**Given data**.

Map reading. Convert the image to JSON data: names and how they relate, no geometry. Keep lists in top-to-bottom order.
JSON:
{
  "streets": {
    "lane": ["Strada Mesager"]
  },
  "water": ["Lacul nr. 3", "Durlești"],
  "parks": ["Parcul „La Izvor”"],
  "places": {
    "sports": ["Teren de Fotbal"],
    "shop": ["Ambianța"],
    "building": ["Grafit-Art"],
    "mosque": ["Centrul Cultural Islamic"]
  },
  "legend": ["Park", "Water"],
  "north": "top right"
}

**Task item**.
Each line of the material must be restated exactly.

**Output of the exercise**.
Map reading. Convert the image to JSON data: names and how they relate, no geometry. Keep lists in top-to-bottom order.
JSON:
{
  "streets": {
    "lane": ["Strada Mesager"]
  },
  "water": ["Lacul nr. 3", "Durlești"],
  "parks": ["Parcul „La Izvor”"],
  "places": {
    "sports": ["Teren de Fotbal"],
    "shop": ["Ambianța"],
    "building": ["Grafit-Art"],
    "mosque": ["Centrul Cultural Islamic"]
  },
  "legend": ["Park", "Water"],
  "north": "top right"
}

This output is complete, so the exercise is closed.